A justiça social requer acabar com a pobreza, reduzir as desigualdades e promover a inclusão para que ninguém fique para trás. Aproveitar o poder da ciência não é apenas um caminho, mas uma responsabilidade nessa busca. As sociedades podem criar um futuro mais equitativo e sustentável através da inovação tecnológica, da formulação de políticas baseadas em dados e de avanços em vários campos científicos. Através da integração do conhecimento científico, inovações tecnológicas e estratégias de desenvolvimento, podemos enfrentar as raízes da pobreza e exclusão, abrindo caminho para um mundo onde todos possam prosperar e contribuir para a melhoria da humanidade. A ciência deve ser vista inerentemente como uma prática social que requer considerações éticas e consciência de suas consequências.
Recomendações:
- Construir uma perspectiva de direitos e garantias que considere o valor de desenvolver instituições para promover inclusão social e diversidade cultural. As pessoas devem estar no centro de todas as políticas sociais, econômicas e de desenvolvimento; alocar os recursos necessários para garantir plenos direitos econômicos, sociais, culturais e ambientais.

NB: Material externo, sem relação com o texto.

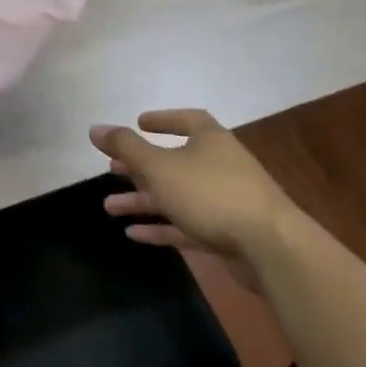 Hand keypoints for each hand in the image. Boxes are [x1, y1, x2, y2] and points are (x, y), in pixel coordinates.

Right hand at [90, 110, 299, 278]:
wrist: (270, 247)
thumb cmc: (210, 193)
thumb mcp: (159, 166)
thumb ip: (125, 147)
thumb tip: (95, 128)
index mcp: (210, 140)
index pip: (186, 120)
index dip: (162, 120)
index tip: (138, 123)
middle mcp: (219, 165)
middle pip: (174, 161)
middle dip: (141, 167)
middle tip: (113, 169)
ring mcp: (225, 200)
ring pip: (176, 196)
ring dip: (143, 201)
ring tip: (109, 207)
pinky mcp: (227, 232)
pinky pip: (186, 225)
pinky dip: (161, 227)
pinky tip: (133, 234)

- Aproveitar o poder da ciência de maneira responsável: gerar conhecimento e fazer descobertas que melhorem o bem-estar social, ambiental e humano; buscar avanços científicos com considerações éticas e consciência das consequências; integrar o conhecimento científico em estratégias de desenvolvimento para enfrentar a pobreza e a exclusão.
- Promover a interdisciplinaridade e a colaboração comunitária local: articular ciências sociais, naturais e da vida para diminuir práticas discriminatórias e promover a justiça social; aplicar perspectivas científicas sobre o comportamento humano para desenvolver intervenções que desafiem estereótipos e preconceitos.
- Enfatizar o imperativo ético de reduzir todos os tipos de desigualdades a fim de enriquecer os recursos humanos e empregar a justiça social para eliminar a discriminação, a intolerância e a violência, construindo uma sociedade mais equitativa.
- Expandir a infraestrutura para acesso universal à internet; ampliar a alfabetização digital para garantir que todos os segmentos da sociedade se beneficiem dos avanços digitais; formular abordagens inclusivas e equitativas para o desenvolvimento digital.
- Enfrentar a desinformação relacionada à ciência nas mídias digitais para prevenir impactos sociais adversos, desenvolvendo, ao mesmo tempo, estratégias nacionais, regionais e globais que envolvem comunidades científicas e a sociedade civil.
- Aumentar a alfabetização científica: cultivar a alfabetização científica e a consciência da ciência como um processo autocorretivo; equipar as sociedades para enfrentar desafios tecnológicos futuros por meio de uma melhor compreensão científica.
- Promover a educação, igualdade social e tratamento justo para todos: focar na saúde e bem-estar de todos os estratos demográficos; transicionar para práticas energéticas e industriais sustentáveis; garantir sustentabilidade na produção de alimentos, uso da terra, gestão da água e saúde dos oceanos; desenvolver cidades e comunidades sustentáveis, justas e resilientes; aproveitar a revolução digital para o desenvolvimento sustentável.